La musique n'est pas en reste, et l'on prend autant de plaisir à lire les textes qu'à se laisser bercer par les mélodies délicates et un peu surannées de Eels. Oscillant entre une pop élégante, un peu de blues désabusé et quelques étonnantes touches de country à la sauce Eels, la musique de Blinking lights ressemble parfois à de petites comptines, ou à de petits poèmes musicaux élégants et rafraîchissants. A l'ère des empilements de samples ou des murailles de guitares électriques, Eels joue la carte de la simplicité et se dirige droit vers l'essentiel : chaque note, chaque accord est indispensable et apporte sa pierre à l'édification de l'atmosphère de chaque chanson. L'art de E atteint son apogée sur les titres instrumentaux, courts mais terriblement suggestifs, notamment grâce à leurs titres (Theme for a pretty girl that makes you believe god exists en est le meilleur exemple - au passage, signalons que nombreux sont les titres et sous-titres longs, évocateurs et significatifs). Chaque piste possède sa propre personnalité, et il serait inopportun de détailler chacune d'elles : imaginez simplement que ces 33 titres sont des perles disparates, de couleurs, de formes et de tailles différentes, chacune possédant sa propre beauté, et qui, passées sur le même fil, se transforment en un collier harmonieux et chatoyant. Blinking lights, c'est ça : un collier de perles, un puzzle d'ambiances qui forment un tout homogène et raffiné.

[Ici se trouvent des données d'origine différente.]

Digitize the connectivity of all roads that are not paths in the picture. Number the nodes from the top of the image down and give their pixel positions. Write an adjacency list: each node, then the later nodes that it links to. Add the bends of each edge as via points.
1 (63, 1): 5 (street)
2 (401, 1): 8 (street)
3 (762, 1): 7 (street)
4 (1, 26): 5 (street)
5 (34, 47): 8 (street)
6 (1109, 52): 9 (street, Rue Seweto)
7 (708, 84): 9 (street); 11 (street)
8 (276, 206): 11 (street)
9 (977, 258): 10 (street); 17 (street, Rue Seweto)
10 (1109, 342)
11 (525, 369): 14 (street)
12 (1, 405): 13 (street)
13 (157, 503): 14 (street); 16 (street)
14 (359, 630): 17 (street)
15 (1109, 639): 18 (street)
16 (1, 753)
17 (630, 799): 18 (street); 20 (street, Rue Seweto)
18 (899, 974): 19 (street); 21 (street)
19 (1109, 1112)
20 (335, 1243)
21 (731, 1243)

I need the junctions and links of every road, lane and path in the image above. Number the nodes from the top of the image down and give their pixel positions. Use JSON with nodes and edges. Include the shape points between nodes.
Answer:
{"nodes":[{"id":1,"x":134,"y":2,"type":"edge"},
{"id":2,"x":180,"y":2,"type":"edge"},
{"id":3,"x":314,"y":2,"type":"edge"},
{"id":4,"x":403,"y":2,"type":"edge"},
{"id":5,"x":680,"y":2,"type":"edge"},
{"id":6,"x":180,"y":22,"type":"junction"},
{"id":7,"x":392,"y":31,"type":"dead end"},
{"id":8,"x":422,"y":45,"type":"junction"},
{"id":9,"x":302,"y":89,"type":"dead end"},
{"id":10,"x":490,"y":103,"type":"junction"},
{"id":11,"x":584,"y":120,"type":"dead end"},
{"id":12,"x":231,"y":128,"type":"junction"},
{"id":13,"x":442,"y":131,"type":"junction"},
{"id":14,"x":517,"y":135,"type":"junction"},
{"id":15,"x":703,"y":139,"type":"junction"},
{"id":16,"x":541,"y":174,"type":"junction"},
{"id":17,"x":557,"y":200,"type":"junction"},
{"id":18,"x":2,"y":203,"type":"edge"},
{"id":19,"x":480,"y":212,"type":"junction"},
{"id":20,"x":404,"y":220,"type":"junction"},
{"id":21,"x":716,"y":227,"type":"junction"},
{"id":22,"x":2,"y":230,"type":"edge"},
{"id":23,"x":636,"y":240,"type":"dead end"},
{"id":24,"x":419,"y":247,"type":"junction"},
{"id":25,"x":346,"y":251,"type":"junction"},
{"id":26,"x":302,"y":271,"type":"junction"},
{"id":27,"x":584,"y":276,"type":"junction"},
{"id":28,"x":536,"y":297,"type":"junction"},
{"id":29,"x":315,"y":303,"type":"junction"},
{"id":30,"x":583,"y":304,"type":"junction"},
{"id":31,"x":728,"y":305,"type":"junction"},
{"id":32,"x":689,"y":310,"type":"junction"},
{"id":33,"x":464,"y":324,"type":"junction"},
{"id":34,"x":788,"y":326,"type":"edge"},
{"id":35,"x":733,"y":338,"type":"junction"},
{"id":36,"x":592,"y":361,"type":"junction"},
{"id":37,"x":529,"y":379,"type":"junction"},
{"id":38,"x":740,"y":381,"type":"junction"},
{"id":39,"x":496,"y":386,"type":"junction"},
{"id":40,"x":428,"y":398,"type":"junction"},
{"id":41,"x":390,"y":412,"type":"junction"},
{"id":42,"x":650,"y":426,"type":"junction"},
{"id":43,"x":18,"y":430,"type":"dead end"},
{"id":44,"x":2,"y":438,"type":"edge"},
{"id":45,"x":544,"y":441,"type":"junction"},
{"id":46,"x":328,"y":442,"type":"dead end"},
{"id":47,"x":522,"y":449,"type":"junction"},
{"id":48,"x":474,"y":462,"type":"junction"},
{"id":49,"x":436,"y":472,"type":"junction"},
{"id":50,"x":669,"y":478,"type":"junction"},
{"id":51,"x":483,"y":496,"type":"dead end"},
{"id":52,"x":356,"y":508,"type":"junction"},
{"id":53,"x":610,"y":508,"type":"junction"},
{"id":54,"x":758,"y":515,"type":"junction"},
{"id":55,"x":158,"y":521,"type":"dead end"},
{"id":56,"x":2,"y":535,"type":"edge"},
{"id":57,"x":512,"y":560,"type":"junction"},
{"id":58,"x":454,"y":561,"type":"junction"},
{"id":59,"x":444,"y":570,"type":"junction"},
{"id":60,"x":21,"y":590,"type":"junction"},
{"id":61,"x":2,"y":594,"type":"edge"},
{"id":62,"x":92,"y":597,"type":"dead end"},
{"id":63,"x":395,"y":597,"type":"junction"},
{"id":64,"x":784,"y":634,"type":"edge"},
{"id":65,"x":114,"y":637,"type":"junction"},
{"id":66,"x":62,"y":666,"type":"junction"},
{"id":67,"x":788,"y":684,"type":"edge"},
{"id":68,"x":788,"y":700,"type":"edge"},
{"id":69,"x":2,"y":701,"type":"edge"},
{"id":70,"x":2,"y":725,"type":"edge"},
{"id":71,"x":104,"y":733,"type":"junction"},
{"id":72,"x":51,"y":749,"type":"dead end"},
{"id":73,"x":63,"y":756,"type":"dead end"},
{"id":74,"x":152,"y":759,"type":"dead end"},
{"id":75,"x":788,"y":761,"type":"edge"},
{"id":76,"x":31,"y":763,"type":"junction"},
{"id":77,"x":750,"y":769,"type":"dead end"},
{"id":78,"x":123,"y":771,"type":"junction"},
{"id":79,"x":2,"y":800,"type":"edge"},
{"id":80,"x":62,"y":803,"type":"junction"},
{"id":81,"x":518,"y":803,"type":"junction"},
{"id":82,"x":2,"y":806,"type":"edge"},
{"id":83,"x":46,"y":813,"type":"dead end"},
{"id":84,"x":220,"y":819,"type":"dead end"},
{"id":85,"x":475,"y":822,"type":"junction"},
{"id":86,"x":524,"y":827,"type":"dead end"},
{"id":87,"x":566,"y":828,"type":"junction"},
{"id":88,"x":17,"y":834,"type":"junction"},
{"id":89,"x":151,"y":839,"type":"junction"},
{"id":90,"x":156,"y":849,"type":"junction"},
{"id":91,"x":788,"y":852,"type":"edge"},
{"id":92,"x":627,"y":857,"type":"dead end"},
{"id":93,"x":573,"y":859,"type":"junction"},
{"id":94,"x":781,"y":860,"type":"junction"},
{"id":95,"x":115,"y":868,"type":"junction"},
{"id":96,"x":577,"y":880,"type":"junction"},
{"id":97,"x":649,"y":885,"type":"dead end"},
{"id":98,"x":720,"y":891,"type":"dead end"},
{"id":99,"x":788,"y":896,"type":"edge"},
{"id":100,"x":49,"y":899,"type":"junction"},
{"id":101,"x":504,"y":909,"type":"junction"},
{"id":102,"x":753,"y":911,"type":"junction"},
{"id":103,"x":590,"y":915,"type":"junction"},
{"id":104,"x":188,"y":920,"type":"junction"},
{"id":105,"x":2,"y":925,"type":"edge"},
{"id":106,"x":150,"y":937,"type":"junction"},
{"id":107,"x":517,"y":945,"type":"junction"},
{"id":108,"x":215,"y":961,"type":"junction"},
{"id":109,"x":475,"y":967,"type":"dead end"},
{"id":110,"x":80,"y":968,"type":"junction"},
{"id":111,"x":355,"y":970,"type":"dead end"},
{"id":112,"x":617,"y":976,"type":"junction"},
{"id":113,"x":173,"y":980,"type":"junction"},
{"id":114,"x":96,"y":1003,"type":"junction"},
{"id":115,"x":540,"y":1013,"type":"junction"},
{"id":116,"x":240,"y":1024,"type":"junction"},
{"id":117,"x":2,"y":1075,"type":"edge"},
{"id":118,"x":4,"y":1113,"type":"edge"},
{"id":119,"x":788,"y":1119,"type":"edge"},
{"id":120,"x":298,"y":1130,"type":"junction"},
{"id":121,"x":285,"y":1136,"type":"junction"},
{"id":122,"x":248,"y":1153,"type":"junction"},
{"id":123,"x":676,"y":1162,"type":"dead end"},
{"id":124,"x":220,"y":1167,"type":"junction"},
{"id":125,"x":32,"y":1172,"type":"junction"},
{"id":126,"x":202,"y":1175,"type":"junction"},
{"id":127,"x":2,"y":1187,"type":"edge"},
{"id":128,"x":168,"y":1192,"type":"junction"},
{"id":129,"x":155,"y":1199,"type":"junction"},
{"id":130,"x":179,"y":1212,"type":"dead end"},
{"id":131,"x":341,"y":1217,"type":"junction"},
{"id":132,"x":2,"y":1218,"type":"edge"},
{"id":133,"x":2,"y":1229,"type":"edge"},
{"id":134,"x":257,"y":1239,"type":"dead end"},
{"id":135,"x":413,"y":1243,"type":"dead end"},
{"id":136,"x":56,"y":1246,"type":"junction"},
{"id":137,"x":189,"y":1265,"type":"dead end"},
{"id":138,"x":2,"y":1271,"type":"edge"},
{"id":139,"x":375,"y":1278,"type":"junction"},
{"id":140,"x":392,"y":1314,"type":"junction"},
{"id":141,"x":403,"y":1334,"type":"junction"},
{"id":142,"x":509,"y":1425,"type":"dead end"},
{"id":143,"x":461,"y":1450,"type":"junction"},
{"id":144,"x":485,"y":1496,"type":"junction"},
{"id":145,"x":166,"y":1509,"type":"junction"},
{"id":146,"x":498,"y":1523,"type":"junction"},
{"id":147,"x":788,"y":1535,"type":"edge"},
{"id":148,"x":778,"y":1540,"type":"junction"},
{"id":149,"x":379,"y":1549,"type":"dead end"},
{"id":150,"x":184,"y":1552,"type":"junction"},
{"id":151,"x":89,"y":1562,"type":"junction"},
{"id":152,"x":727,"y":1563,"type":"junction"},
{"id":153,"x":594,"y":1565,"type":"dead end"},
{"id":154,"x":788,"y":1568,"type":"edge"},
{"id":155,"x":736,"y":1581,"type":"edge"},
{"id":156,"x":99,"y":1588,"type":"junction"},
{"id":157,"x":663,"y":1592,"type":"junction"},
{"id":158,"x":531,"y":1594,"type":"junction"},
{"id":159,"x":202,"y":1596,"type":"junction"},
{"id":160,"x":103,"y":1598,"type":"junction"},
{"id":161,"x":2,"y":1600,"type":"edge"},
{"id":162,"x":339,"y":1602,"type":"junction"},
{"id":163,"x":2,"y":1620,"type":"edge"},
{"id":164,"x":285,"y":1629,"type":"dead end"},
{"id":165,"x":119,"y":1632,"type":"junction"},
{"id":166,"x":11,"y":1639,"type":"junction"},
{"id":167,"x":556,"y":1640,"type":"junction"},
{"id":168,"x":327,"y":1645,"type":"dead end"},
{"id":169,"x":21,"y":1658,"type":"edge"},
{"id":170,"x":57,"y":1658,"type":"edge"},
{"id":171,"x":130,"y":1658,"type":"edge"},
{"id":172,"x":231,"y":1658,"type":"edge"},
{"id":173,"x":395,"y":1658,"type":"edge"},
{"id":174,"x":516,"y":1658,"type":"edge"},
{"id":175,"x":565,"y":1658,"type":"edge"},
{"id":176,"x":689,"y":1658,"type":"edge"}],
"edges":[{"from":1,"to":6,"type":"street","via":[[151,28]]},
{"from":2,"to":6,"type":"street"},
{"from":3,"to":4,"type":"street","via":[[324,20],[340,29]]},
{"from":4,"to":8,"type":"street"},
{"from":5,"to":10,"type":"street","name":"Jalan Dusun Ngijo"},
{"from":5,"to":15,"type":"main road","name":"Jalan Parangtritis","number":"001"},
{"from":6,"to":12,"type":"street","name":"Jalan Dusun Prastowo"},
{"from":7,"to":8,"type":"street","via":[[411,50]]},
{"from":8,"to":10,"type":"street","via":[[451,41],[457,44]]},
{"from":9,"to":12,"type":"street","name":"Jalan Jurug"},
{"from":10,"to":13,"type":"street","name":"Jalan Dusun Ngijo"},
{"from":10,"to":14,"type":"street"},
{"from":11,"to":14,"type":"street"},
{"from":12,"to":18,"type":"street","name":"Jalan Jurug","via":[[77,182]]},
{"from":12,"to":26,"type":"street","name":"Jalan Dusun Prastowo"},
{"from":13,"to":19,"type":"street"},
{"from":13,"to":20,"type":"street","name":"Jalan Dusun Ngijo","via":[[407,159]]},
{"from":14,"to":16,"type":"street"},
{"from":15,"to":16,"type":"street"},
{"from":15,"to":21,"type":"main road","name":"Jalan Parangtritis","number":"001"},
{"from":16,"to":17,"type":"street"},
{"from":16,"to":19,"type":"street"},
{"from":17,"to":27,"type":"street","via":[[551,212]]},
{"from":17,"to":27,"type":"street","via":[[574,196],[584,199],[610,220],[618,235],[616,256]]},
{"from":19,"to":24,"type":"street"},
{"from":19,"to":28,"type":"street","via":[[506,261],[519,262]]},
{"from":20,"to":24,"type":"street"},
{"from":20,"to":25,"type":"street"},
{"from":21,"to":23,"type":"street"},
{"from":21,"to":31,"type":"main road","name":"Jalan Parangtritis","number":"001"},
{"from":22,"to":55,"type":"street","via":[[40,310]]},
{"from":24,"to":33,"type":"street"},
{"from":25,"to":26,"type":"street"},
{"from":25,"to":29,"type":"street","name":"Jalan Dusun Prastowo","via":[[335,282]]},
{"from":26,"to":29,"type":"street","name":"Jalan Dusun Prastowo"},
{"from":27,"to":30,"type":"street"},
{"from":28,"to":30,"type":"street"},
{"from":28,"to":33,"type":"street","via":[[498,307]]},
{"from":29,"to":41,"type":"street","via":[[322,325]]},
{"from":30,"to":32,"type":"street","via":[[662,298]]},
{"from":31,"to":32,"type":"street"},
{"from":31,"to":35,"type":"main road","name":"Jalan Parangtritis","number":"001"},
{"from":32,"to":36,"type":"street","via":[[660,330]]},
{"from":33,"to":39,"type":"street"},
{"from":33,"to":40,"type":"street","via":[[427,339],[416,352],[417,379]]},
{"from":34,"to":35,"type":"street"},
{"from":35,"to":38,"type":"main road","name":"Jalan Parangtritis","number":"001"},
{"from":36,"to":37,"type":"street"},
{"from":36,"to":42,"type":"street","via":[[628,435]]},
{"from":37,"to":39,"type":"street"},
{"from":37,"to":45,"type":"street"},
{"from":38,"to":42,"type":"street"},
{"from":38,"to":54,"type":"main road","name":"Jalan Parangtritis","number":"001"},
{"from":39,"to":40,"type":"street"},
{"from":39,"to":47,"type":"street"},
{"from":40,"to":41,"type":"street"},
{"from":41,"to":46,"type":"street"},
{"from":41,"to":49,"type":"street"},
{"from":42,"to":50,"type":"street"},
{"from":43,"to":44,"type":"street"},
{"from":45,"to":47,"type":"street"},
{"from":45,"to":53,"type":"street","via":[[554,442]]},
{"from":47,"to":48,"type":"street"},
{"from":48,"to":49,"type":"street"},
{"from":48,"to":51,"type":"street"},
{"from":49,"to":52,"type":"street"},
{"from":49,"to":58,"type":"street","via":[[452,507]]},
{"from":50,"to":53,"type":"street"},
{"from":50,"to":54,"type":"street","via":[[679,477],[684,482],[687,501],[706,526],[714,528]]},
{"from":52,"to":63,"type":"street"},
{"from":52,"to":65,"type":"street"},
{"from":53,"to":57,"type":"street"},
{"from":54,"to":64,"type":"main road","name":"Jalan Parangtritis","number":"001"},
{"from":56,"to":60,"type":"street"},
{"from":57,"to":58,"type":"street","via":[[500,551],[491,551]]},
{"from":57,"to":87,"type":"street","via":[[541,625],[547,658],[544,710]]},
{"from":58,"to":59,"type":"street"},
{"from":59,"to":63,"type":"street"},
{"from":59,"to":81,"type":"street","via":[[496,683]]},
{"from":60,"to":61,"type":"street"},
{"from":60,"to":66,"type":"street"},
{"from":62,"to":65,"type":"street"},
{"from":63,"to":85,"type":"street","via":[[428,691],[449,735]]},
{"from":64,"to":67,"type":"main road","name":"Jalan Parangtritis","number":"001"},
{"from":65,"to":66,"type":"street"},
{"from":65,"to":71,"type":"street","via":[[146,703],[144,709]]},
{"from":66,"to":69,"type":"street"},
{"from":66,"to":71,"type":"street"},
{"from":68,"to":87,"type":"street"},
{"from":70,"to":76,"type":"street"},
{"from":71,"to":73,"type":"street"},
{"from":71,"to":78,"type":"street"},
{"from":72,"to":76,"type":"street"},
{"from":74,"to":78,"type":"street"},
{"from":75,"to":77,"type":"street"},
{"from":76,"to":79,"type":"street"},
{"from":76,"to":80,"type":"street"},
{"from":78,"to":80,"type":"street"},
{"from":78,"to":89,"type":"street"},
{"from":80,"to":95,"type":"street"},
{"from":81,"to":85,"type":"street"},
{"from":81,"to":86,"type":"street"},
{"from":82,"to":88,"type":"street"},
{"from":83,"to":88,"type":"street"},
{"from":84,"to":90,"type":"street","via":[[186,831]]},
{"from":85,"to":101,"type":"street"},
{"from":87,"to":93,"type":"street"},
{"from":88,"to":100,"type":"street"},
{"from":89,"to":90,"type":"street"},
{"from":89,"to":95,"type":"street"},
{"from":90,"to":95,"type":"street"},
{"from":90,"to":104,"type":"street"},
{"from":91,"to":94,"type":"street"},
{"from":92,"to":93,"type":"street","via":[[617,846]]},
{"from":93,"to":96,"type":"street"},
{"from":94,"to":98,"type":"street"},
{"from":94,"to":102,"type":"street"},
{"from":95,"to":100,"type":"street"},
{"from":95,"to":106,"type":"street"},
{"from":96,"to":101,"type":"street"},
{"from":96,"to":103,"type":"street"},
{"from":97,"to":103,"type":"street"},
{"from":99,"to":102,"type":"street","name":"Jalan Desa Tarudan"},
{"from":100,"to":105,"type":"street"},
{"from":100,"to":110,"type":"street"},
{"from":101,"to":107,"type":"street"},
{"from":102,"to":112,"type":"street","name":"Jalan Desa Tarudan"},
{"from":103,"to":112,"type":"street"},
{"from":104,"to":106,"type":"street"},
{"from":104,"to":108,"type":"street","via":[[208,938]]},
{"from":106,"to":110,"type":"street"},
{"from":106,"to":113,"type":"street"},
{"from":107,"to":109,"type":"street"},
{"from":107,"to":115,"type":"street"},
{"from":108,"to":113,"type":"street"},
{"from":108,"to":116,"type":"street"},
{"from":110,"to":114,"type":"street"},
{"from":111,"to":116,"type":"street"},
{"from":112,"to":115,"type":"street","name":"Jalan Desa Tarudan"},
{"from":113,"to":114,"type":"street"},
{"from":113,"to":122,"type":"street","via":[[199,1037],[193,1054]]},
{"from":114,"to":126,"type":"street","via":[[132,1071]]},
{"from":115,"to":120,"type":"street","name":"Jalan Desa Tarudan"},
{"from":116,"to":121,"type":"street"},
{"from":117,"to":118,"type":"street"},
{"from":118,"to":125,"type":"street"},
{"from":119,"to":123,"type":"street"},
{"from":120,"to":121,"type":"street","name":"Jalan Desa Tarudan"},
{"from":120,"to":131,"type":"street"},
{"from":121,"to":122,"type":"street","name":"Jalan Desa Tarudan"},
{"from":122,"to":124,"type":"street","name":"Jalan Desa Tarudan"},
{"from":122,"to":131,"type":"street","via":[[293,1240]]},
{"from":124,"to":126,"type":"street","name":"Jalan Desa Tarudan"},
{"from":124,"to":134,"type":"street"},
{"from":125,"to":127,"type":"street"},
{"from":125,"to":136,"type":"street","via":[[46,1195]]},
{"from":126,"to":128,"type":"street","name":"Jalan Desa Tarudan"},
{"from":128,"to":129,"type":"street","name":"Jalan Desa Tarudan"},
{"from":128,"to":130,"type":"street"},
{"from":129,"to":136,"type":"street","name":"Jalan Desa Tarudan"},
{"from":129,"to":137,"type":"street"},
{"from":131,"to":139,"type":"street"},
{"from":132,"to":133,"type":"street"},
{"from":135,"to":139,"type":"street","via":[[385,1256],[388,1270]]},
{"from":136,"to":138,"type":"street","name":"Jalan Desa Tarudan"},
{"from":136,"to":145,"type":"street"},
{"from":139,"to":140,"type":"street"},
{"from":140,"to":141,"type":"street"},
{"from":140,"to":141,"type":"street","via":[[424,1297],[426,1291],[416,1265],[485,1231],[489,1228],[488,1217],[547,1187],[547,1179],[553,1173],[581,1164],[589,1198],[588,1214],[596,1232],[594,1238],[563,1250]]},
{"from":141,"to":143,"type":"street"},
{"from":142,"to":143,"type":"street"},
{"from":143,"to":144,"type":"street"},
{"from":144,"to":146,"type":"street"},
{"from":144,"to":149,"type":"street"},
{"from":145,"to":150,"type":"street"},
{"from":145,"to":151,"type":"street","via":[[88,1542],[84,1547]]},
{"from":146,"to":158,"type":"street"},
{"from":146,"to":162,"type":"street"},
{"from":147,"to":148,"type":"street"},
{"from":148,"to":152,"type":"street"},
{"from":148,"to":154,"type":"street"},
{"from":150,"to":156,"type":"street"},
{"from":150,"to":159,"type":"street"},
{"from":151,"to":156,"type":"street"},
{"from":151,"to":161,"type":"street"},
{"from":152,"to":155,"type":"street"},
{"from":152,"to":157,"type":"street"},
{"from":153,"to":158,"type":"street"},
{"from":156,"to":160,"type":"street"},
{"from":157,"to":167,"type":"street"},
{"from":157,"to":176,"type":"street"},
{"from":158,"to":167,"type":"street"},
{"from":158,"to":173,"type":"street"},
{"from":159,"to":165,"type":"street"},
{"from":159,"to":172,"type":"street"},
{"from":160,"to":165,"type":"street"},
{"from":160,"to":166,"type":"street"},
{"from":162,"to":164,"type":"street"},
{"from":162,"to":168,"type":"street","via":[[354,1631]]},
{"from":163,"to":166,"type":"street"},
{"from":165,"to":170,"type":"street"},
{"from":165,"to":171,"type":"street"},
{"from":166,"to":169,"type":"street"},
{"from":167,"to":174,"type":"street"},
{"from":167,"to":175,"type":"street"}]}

Blinking lights, c'est ça, et plein d'autres révélations encore. Il suffit d'accorder à E et à sa musique le temps de vous imprégner, de faire son chemin jusqu'à votre coeur, et vous ne les en délogerez plus. E est un génie, qui a su insuffler à sa musique sa sensibilité exacerbée, et le mal de vivre qui en découle forcément. Un album époustouflant de vérité et de sincérité, dans lequel chacun devrait avoir le courage de se reconnaître, car il met un point d'honneur à ne jamais émettre de jugement. Un album comme on aimerait en voir - et en entendre - plus souvent. Merci du fond du coeur d'être là, monsieur E.